Tuesday, March 31, 2015

Gratitude

My daughter and her family will be spending the upcoming holiday season in Italy. They are flying to Milan and then moving on to Florence, Rome and then Pompei.
It is a lovely opportunity and something they are very grateful for.
Hopefully they will take tons of photos. 
My daughter is so excited to see the house of Lucius Caecilius Iucundus.
We studied Latin for a few years in home school and his life and times were part of the lessons from our Cambridge Latin text books.
Well they found his home in Pompey and she will have the opportunity to see that now.  They found a guide to take them through Naples and Pompei.
Our little one already knows the history of the city and of Caecilius. She knows that an impluvium is and how Romans served 'fast food' in the streets.
We were astounded by what she got out of a documentary she watched and from discussion about Latin.
She is quick, something else to be grateful for.

Are we grateful for the blessings given to us?
Just a short time ago the Great Depression left many Americans in a very bad way.
The saying of the times was “Use it up.  Wear it out.  Make it do or do without!"

Our parents got used to saving everything!
I know my grandmother would wash and reuse all plastic bags, aluminum foil, etc. They knew what it was to do without and to work very hard.
You had to eat every bit of your food on the plate because tomorrow there might not be enough.

The Great Depression in America
So much to be thankful for.



Friday, March 27, 2015

Speaking English

I love language.
I enjoy hearing accents and learning how other people speak and pronounce words.
 Years ago the educational channel did a series on the history of English. And did you know that Shakespeare's English is still spoken in the USA and very much so in some places like Tangier Island?
Yes, they say Hoy Toyd for high tide!
We also still use words long ago dropped in Britain like "platter". Platter is still very much in use in American speech.

 How do you say these words? Here is my list and my way of saying them:

 blackguard: I say Blagard
 waistcoat: I say weskit
 boatswain: I say bozun
 gunwales I say gunnels
 forecastle: I say folksul
 clapboard: I say clabord
 victual: vittles
 forehead: I say four-head
 Worchestershire: woostashur

 And here is the video of English as spoken in Shakespeare's day and by many in the 1600's early colonial America.


 
PS: I have added emoticons to comments. Just click on 'show emoticons' to see the codes then post comment as usual if you wish to use them.



Friday, March 20, 2015

Spring Snow


Spring has sprung with a big white snow storm and  cold temperatures! Everything is pristine white and covered in snow today.
It is still falling and coating the trees with a thick blanket.
Not unusual. There have been Aprils that had snow and even a June or two.
Spring is unstable and weather changes quickly, doesn't it?
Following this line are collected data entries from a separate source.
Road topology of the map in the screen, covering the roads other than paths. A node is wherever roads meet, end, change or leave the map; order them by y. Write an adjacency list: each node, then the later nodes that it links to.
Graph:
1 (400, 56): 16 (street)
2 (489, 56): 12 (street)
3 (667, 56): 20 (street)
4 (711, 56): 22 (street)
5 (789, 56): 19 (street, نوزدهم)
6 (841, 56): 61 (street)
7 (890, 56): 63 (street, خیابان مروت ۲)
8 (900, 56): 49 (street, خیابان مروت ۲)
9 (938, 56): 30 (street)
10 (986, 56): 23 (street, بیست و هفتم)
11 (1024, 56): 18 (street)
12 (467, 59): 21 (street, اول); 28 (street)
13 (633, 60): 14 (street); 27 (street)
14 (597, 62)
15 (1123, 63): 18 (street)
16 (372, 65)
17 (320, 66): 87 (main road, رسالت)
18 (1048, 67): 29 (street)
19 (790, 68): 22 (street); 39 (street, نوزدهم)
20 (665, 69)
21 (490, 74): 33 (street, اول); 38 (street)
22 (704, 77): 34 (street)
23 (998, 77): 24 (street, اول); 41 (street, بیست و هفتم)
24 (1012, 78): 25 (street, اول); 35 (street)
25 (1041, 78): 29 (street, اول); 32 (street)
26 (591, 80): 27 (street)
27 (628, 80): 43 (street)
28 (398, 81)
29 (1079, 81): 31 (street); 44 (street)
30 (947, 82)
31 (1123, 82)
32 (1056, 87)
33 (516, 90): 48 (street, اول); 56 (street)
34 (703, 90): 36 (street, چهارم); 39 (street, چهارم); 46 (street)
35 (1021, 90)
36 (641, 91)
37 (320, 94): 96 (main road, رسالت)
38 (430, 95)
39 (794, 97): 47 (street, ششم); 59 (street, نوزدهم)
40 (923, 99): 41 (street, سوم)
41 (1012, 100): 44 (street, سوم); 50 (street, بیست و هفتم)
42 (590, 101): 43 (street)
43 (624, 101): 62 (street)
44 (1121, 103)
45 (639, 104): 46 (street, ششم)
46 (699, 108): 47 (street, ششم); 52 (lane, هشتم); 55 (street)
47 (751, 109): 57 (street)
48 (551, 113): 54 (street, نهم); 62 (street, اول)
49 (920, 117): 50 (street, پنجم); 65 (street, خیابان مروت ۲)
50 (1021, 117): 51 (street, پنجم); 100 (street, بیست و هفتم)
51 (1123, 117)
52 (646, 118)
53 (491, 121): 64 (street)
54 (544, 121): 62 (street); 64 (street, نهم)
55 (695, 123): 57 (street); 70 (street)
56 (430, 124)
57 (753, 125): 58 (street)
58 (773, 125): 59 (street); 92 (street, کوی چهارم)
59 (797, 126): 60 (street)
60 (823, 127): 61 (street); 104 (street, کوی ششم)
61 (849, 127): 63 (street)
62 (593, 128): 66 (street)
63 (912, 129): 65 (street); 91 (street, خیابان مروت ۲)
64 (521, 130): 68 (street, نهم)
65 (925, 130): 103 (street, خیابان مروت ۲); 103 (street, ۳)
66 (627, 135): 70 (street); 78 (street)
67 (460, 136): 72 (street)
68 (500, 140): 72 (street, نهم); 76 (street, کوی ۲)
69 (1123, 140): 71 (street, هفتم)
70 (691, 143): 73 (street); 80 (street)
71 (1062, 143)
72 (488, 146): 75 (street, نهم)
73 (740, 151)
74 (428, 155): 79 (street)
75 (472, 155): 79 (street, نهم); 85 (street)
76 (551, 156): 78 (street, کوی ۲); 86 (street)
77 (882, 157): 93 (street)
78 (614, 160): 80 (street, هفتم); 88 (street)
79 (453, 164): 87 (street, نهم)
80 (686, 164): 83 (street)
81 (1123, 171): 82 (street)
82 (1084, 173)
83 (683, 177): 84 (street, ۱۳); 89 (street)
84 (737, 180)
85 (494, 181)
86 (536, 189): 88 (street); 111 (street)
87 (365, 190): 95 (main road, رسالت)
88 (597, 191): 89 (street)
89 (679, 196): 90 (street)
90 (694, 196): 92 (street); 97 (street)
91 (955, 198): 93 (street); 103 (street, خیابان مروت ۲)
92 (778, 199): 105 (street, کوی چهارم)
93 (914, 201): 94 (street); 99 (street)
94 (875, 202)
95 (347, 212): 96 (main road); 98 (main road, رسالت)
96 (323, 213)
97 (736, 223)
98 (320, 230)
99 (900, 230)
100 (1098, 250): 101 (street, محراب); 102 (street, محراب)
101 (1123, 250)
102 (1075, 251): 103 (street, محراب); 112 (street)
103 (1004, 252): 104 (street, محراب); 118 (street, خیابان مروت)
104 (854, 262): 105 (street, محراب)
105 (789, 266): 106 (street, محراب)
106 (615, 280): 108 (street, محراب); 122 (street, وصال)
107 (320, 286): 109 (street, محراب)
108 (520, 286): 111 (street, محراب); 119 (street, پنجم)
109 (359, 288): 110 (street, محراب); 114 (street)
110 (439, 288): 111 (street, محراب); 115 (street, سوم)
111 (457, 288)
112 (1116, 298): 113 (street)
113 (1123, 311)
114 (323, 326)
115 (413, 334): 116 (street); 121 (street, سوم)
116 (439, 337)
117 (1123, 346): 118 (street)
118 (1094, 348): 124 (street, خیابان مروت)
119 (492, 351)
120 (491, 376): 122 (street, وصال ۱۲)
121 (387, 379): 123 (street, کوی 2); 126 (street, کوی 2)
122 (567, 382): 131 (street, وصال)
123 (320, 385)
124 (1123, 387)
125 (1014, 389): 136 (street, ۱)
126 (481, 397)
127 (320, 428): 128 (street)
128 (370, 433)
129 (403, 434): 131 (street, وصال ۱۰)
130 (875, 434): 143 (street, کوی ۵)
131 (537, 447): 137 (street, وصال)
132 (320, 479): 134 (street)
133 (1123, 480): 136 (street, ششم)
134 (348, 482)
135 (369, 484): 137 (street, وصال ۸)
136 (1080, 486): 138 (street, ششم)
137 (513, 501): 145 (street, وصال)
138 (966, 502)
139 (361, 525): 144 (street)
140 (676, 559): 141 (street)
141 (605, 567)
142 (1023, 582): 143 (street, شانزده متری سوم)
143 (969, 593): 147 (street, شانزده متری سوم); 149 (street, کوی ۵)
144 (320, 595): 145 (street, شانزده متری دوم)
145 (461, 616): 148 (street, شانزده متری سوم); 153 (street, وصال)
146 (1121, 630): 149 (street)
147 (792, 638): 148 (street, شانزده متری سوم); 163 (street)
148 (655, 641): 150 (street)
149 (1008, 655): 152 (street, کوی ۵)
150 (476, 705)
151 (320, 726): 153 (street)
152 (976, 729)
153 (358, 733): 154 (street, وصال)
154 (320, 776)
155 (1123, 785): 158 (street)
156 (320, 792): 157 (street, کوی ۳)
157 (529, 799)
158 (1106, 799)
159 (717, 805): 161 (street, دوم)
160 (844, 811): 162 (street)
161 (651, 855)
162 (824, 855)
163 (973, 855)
Henry Jackson van Dyke was an American author, educator, and clergyman.

I have been MIA because of  a nasty cold and some eye problems.
But I am also back working as a graphic artist as I got a commission from a company in New  York City to do some goodies for them. So a lot keeping me from blogging.
I am not giving up blogging though. It is much too enjoyable and I love the interaction with blog friends.
I will be around to comment on Sunday.
Have a wonderful spring weekend my friends.
Is your spring warm or snowy like ours? 



Sunday, March 8, 2015

The Hound of the Baskervilles

"
 Mr. Sherlock Holmes, who was usually very late in the mornings, save upon
those not infrequent occasions when he was up all night, was seated at the breakfast table. I stood upon the hearth-rug and picked up the stick which our visitor had left behind him the night before. It was a fine, thick piece of wood, bulbous-headed, of the sort which is known as a `Penang lawyer.' Just under the head was a broad silver band nearly an inch across. `To James Mortimer, M.R.C.S., from his friends of the C.C.H.,' was engraved upon it, with the date `1884.' It was just such a stick as the old-fashioned family practitioner used to carry - dignified, solid, and reassuring.
"Well, Watson, what do you make of it?"
Holmes was sitting with his back to me, and I had given him no sign of my occupation.
"How did you know what I was doing? I believe you have eyes in the back of your head."
"I have, at least, a well-polished, silver-plated coffee-pot in front of me," said he. "But, tell me, Watson, what do you make of our visitor's stick? Since we have been so unfortunate as to miss him and have no notion of his errand, this accidental souvenir becomes of importance. Let me hear you reconstruct the man by an examination of it."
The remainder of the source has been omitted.